What species of conifer? And were any of the chips from walnut or eucalyptus species. Try some turned milk poured on the chip pile. It sounds like the decomposition isn't very far along. Mushrooms won't appear until the whole chip pile is occupied by the spawn.
1 month ago
hau Jen,  the way I have handled gum balls is turn to cha r the ones you can separate easily. The rest needs to be heaped in a cone shape. Once again we want to get the heap hot enough (160)) to kill the germ of those gum seeds. It might take 2 turns and repeats to get the majority of the gum seeds. Hope that helps.

Redhawk
1 month ago
In your situation the bokashi method would work better and you will end up with a better garden production. The method has been used in Korea and Japan for centuries. You just have to dump it back and forth in buckets to add o2 before you spread it on the soil or trench it in. You could, as an option trench the left over veg directly into the garden in the off season, should you have one.  

Redhawk
2 months ago
It is important to add browns (carbon) any time you make an addition of green matter such as vegetables, grass, fresh cuttings, etc. If you don't then you will end up with nothing that is compos.

Redhawk
2 months ago

Emilie McVey wrote:Don't know if this question is in the correct thread, but...
I have a compost pile, of sorts, in the back of my yard.  Originally I dumped all my veggie scraps on it, for about four years, as well as dead/dying plants and twigs I picked up.  It never really looked like the rich, developed compost I've seen pictures of, and I can't say it really helped my garden beds.
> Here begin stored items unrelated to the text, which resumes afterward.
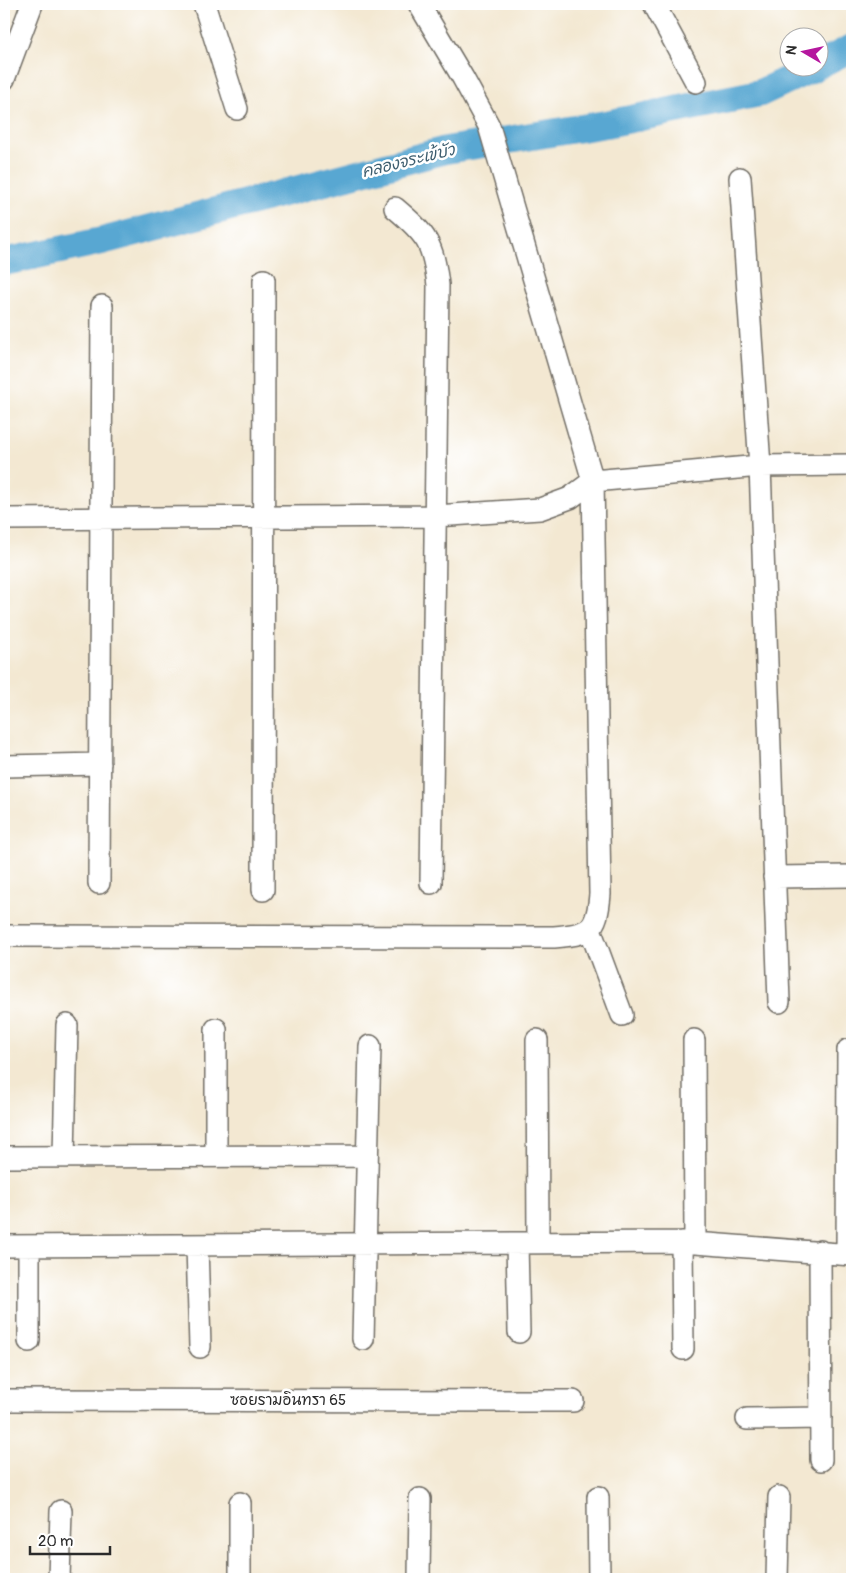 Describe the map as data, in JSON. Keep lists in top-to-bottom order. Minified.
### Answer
{"streets":{"street":["ซอยรามอินทรา 65"]},"water":["คลองจระเข้บัว"],"scale_bar":"20 m","north":"left"} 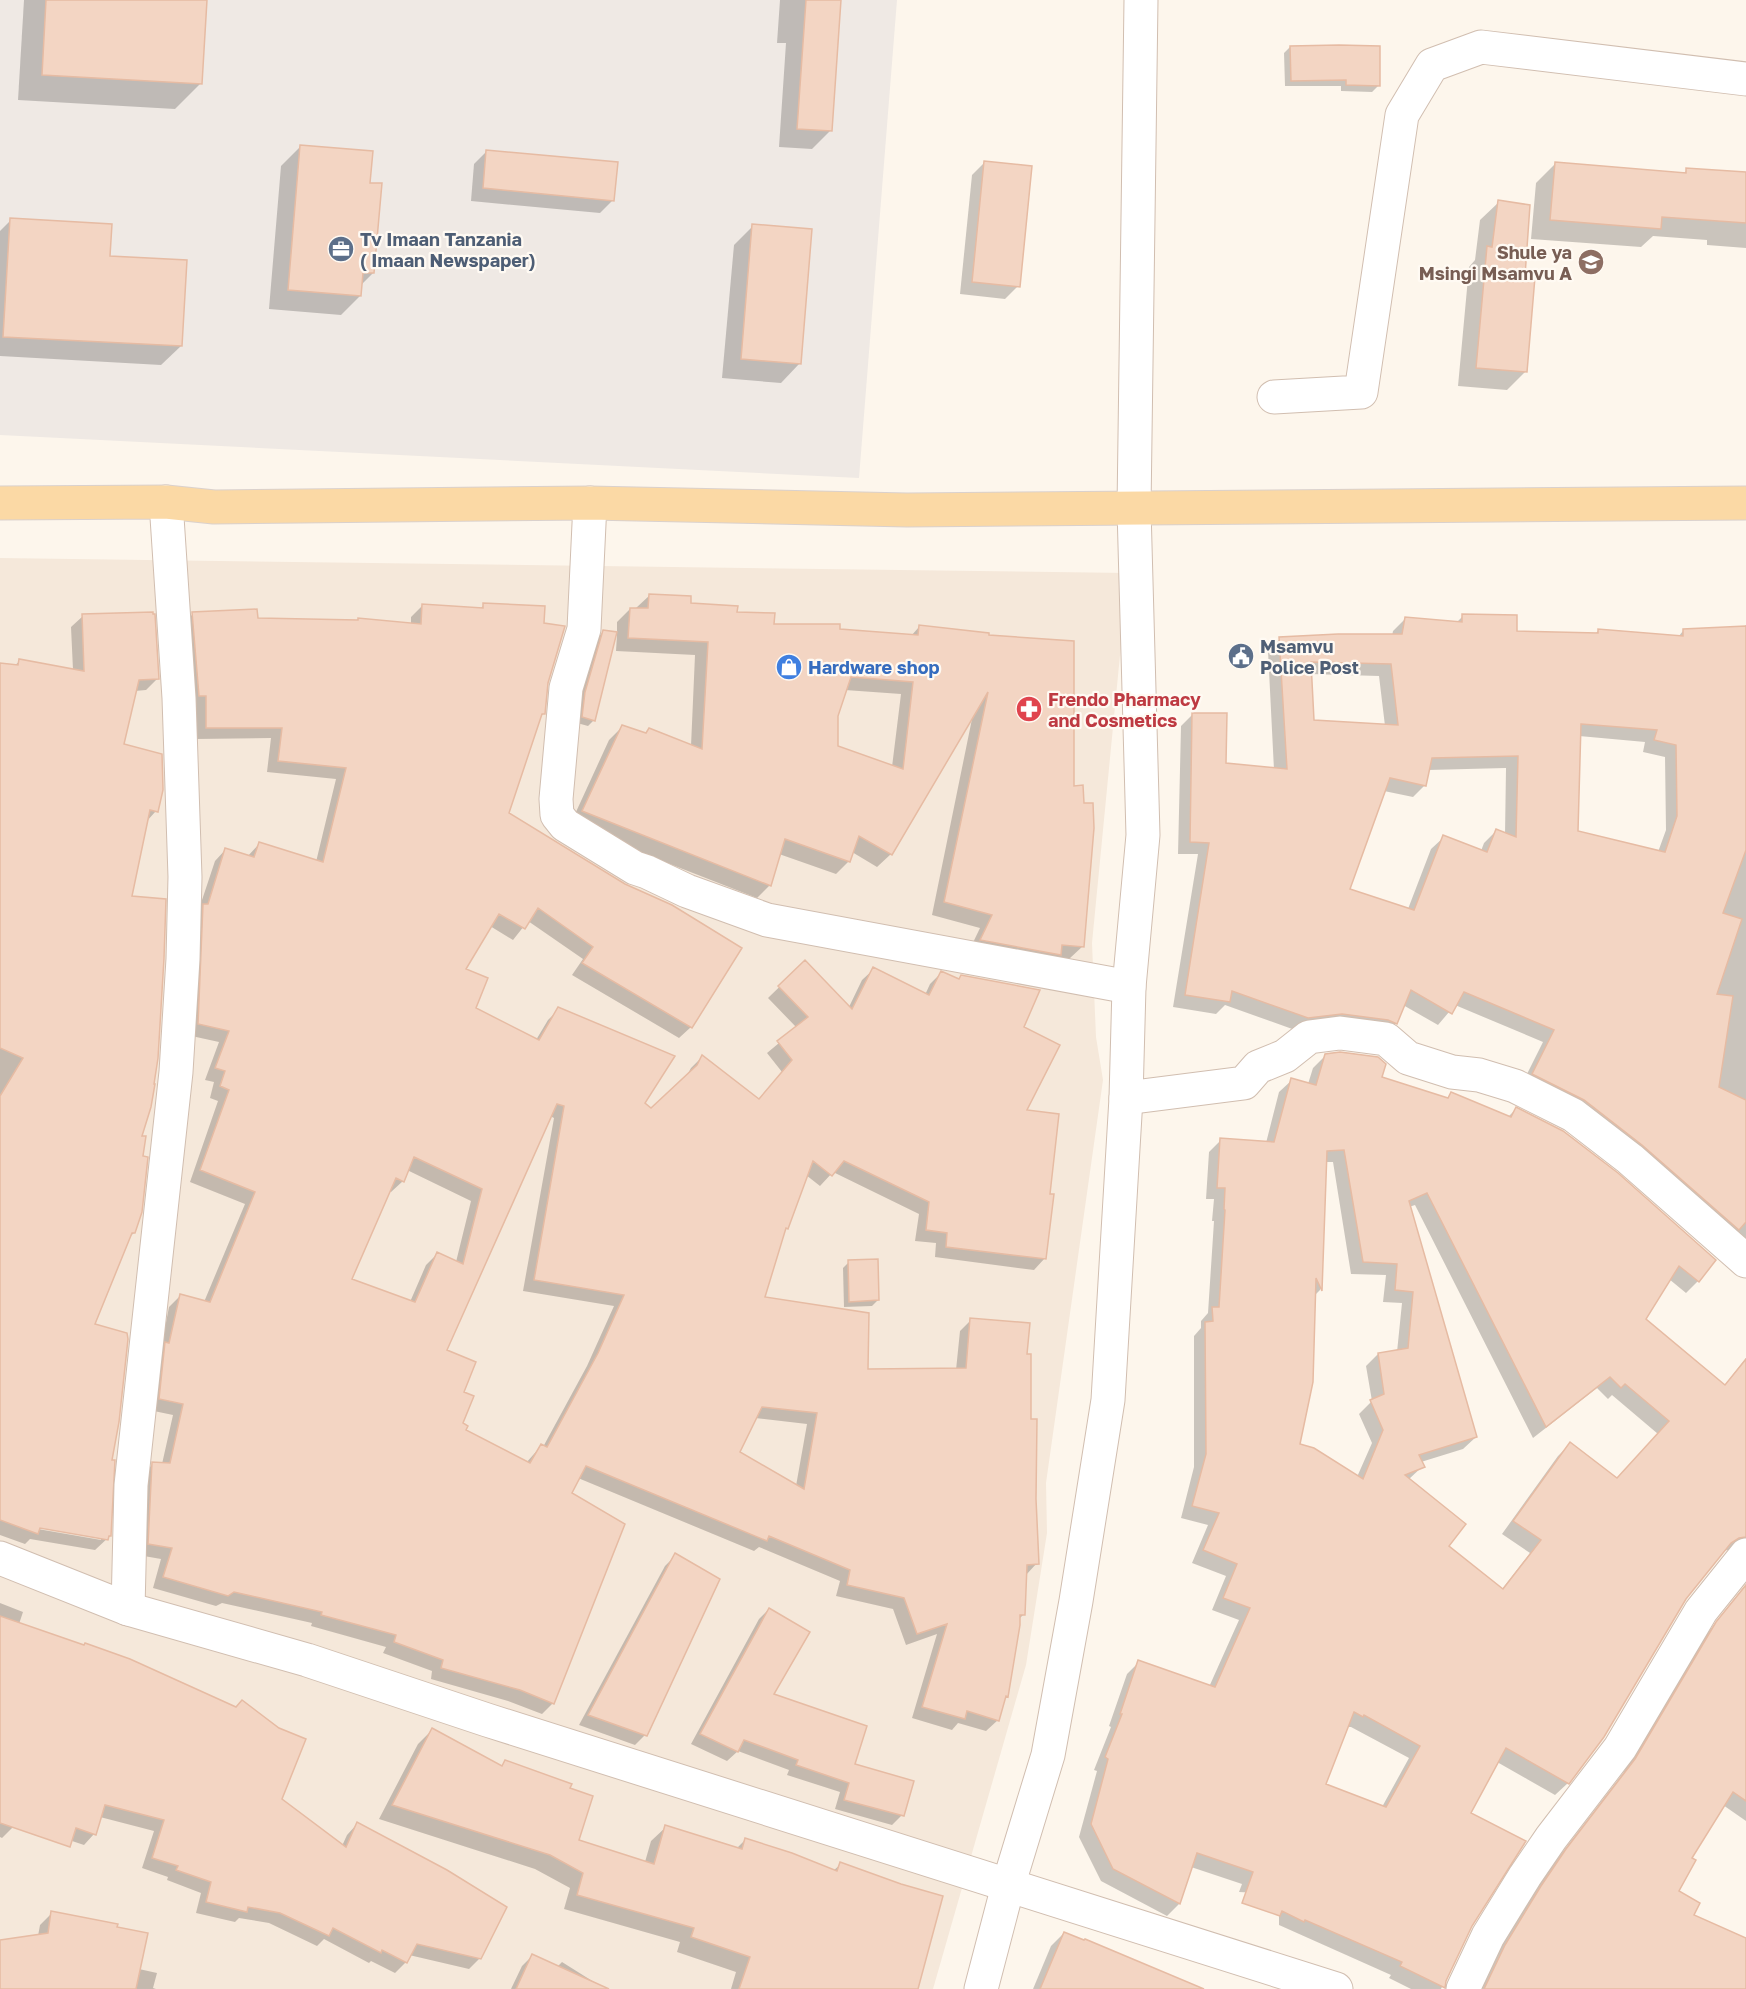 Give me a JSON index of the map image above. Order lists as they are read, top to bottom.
{
  "places": {
    "office": ["Tv Imaan Tanzania ( Imaan Newspaper)"],
    "school or university": ["Shule ya Msingi Msamvu A"],
    "public building": ["Msamvu Police Post"],
    "shop": ["Hardware shop"],
    "pharmacy": ["Frendo Pharmacy and Cosmetics"]
  }
} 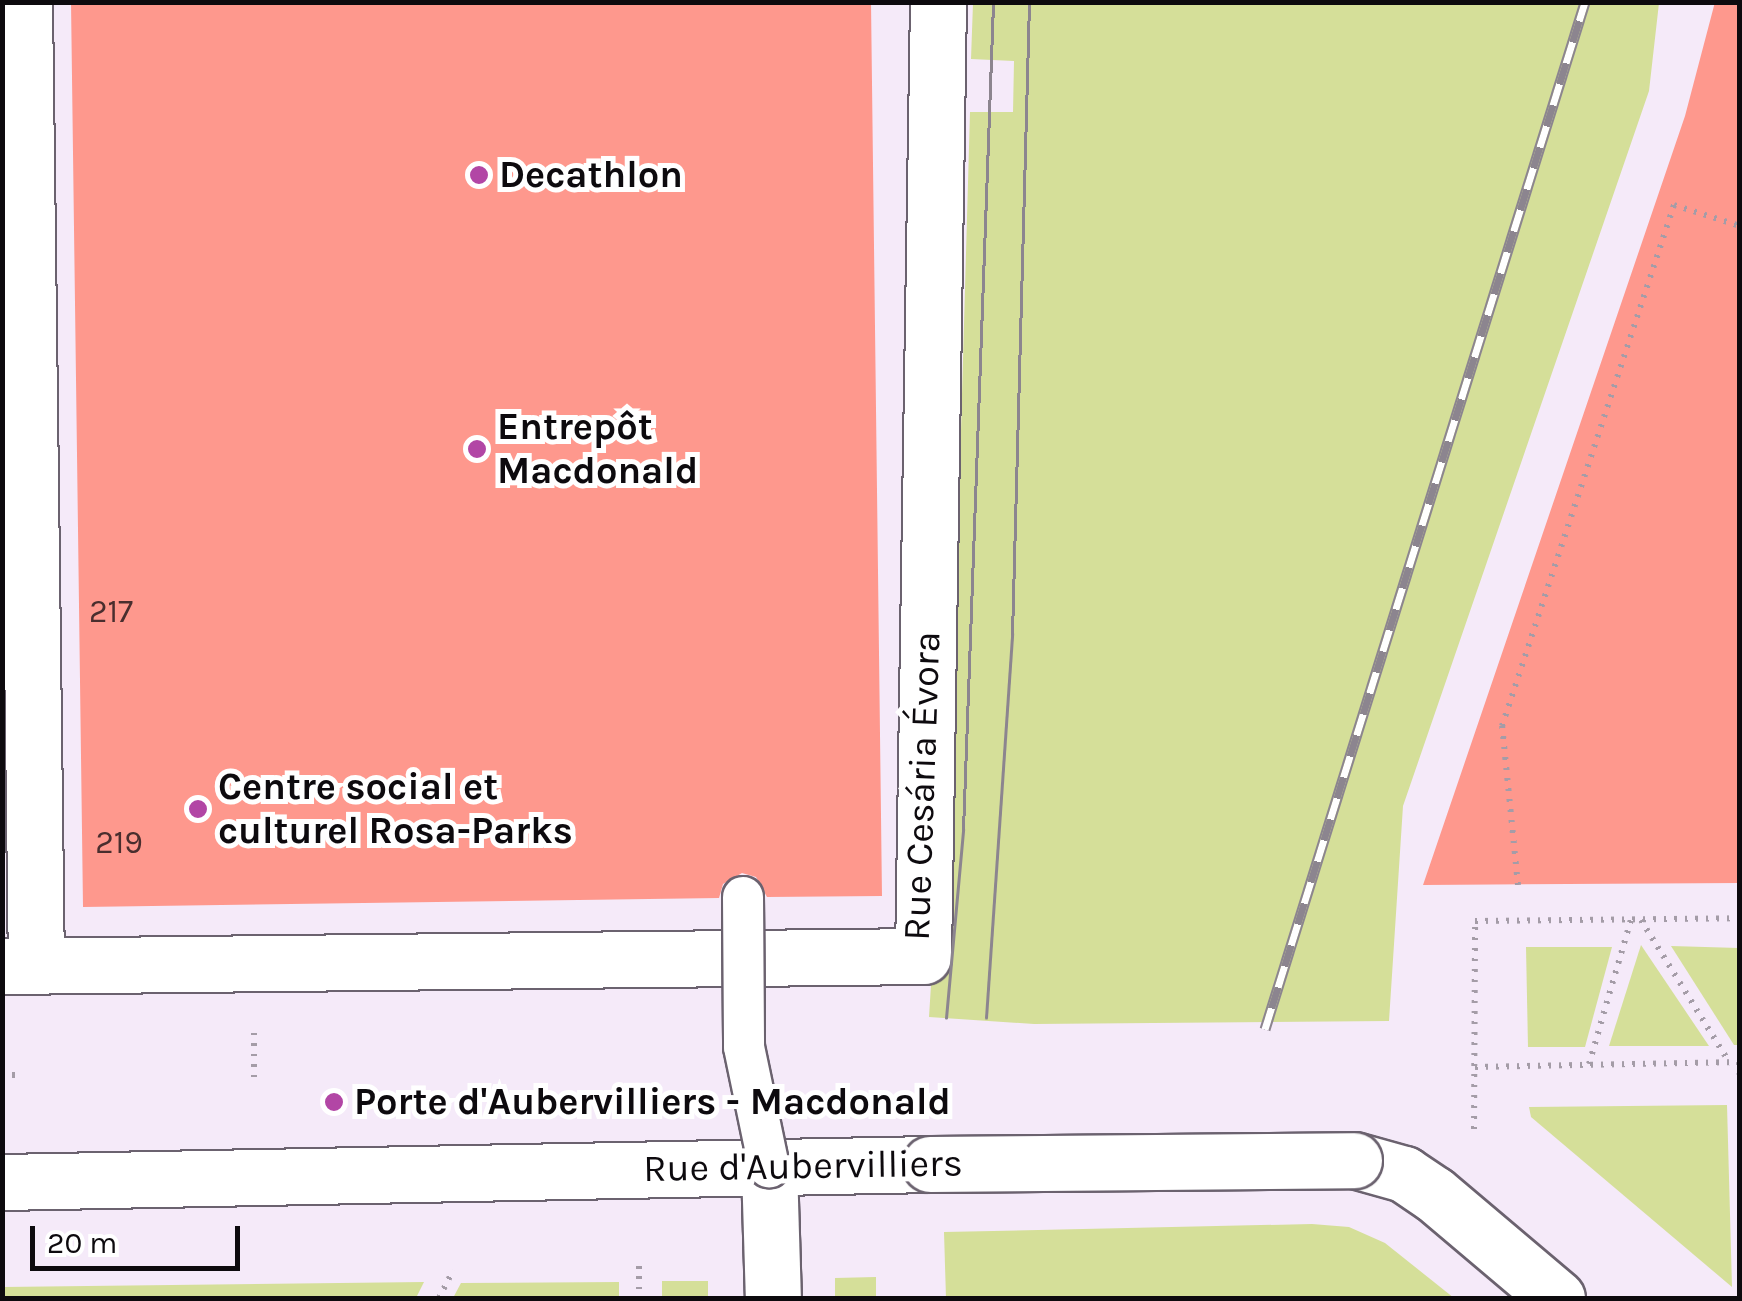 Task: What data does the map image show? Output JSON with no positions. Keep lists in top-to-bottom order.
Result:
{
  "streets": {
    "street": ["Rue Cesária Évora", "Rue d'Aubervilliers"]
  },
  "places": [
    "Decathlon",
    "Entrepôt Macdonald",
    "Centre social et culturel Rosa-Parks",
    "Porte d'Aubervilliers - Macdonald"
  ],
  "house_numbers": ["217", "219"],
  "scale_bar": "20 m"
}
Now, during the warm months, I toss my food scraps into covered five gallon buckets, and after it's full and has marinated a few weeks, I get DH to dig a hole and pour it in.  Lots of stinky liquid, chunks of carrots, orange peels, apple cores, etc.  (I used to run the marinated scraps thru an old food processor so it would  break down faster, but it was a time-consuming and very smelly process, so I gave it up.)  Do you all think burying that gross stuff, as my family calls it, is actually doing my gardens good, or are the big pieces of peppers, potatoes, lettuce, apple cores, etc. taking so long to break down that it's not enriching the beds all that much?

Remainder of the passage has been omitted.